La sala de espera de una estación de autobuses en plena madrugada, un ir y venir de personas con maletas y un doloroso mensaje guardado en el bolsillo del pantalón.
Una despedida. Fría como el hielo, aunque desde fuera pueda parecer otra cosa. Dos personas que caminaban juntas pero que en realidad no se acompañaban. Una ciudad de regreso, una noche cualquiera y una promesa de volver a verse sin ninguna intención verdadera.
Un camino que de repente se bifurca en dos muy dispares, si bien nunca fue uno solo. Que se comenzó a recorrer entre risas desmedidas, ideas descabelladas y muchos nervios en el estómago. Pensando que sería fácil, que llegaría muy lejos y en el que todo iría bien. Y en el que, al principio, todo lo fue.

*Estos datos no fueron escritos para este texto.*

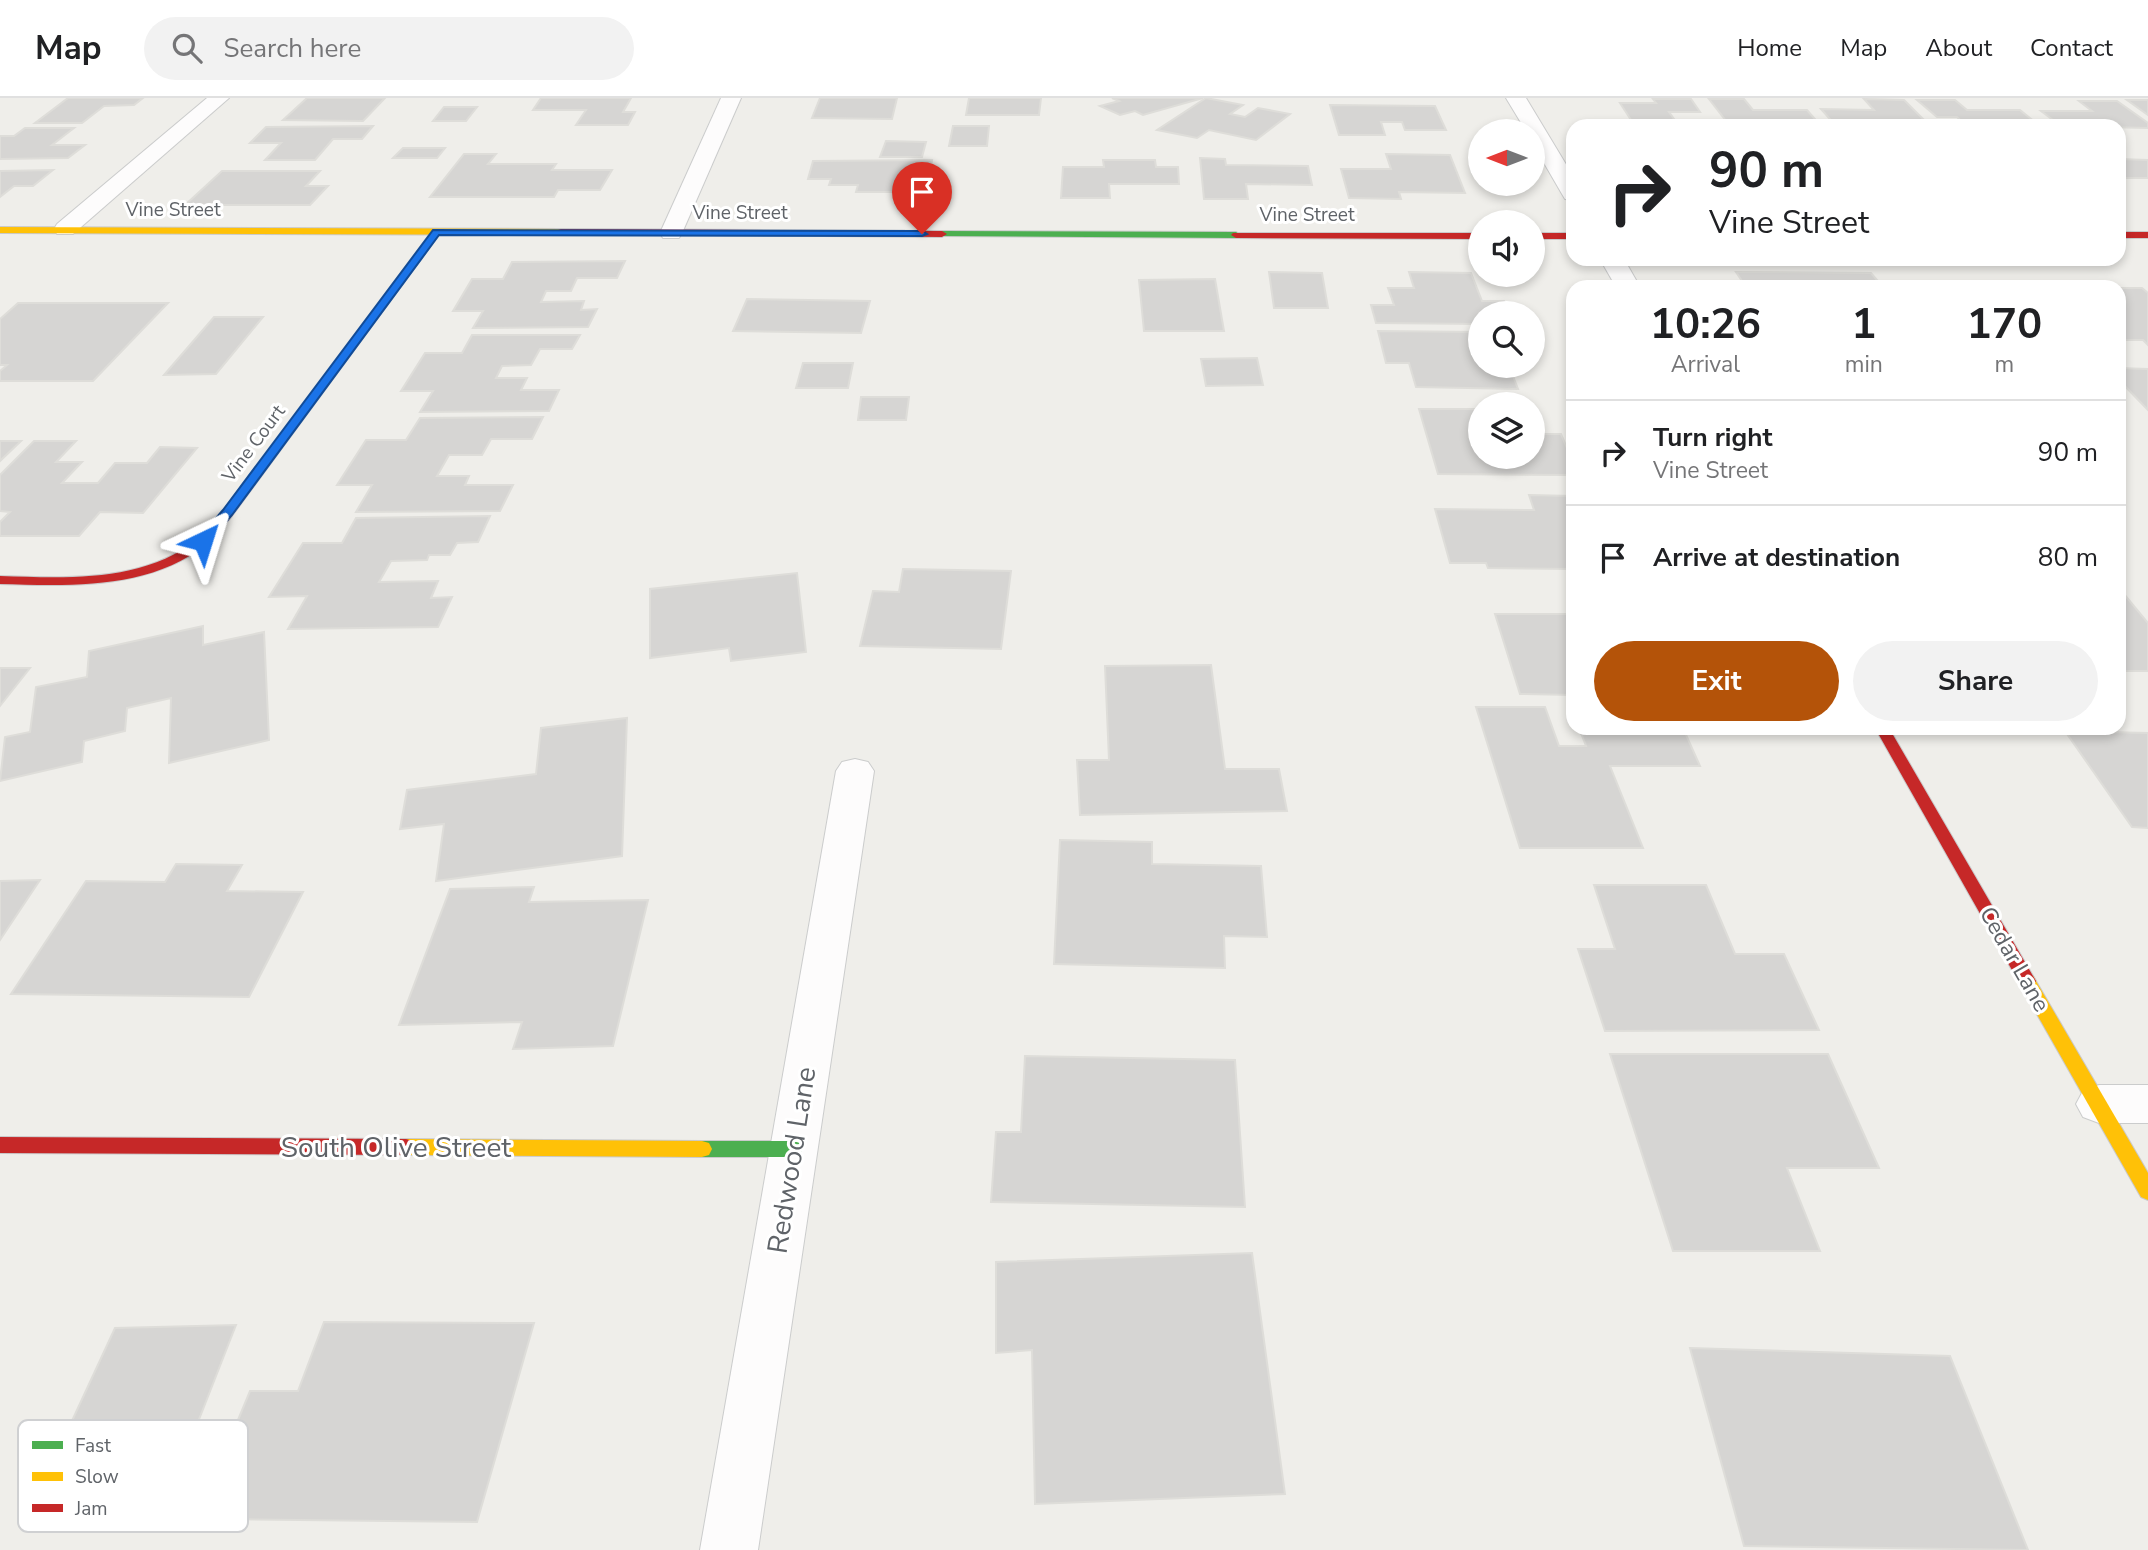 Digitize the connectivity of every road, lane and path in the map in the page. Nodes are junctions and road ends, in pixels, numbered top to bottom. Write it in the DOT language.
graph roads {
  1 [pos="219,98"];
  2 [pos="731,98"];
  3 [pos="1516,98"];
  4 [pos="1566,182"];
  5 [pos="65,229"];
  6 [pos="0,230"];
  7 [pos="436,232"];
  8 [pos="671,233"];
  9 [pos="2126,235"];
  10 [pos="2148,235"];
  11 [pos="1468,236"];
  12 [pos="1545,236"];
  13 [pos="1566,236"];
  14 [pos="0,580"];
  15 [pos="1886,735"];
  16 [pos="855,771"];
  17 [pos="2099,1104"];
  18 [pos="2148,1104"];
  19 [pos="0,1145"];
  20 [pos="793,1149"];
  21 [pos="2148,1191"];
  22 [pos="729,1550"];
  1 -- 5 [label="street"];
  2 -- 8 [label="street"];
  3 -- 4 [label="street"];
  5 -- 6 [label="street, Vine Street"];
  5 -- 7 [label="street, Vine Street"];
  7 -- 8 [label="street, Vine Street"];
  7 -- 14 [label="street, Vine Court"];
  8 -- 11 [label="street, Vine Street"];
  9 -- 10 [label="street"];
  12 -- 13 [label="street"];
  15 -- 17 [label="street, Cedar Lane"];
  16 -- 20 [label="street, Redwood Lane"];
  17 -- 18 [label="street"];
  17 -- 21 [label="street, Cedar Lane"];
  19 -- 20 [label="street, South Olive Street"];
  20 -- 22 [label="street, Redwood Lane"];
}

Porque hay historias que comienzan mejor que bien. En las que las cosas tienen sentido, las palabras encajan y las respuestas salen solas. En las que los planes se multiplican hasta hacerse infinitos, y crecen las prisas por cumplirlos. En las que crees que puedes confiar sin más y esperar sin miedo.
Historias de las que quieres formar parte.
En las que restas cualquier tipo de importancia a cualquier tipo de duda. A cualquier tipo de susto. A cualquier salida de tono. Como si no fuera a haber más, ni a doler ni a molestar. Como si no fueras a tropezarte de nuevo y el último titubea no hubiera sido para tanto.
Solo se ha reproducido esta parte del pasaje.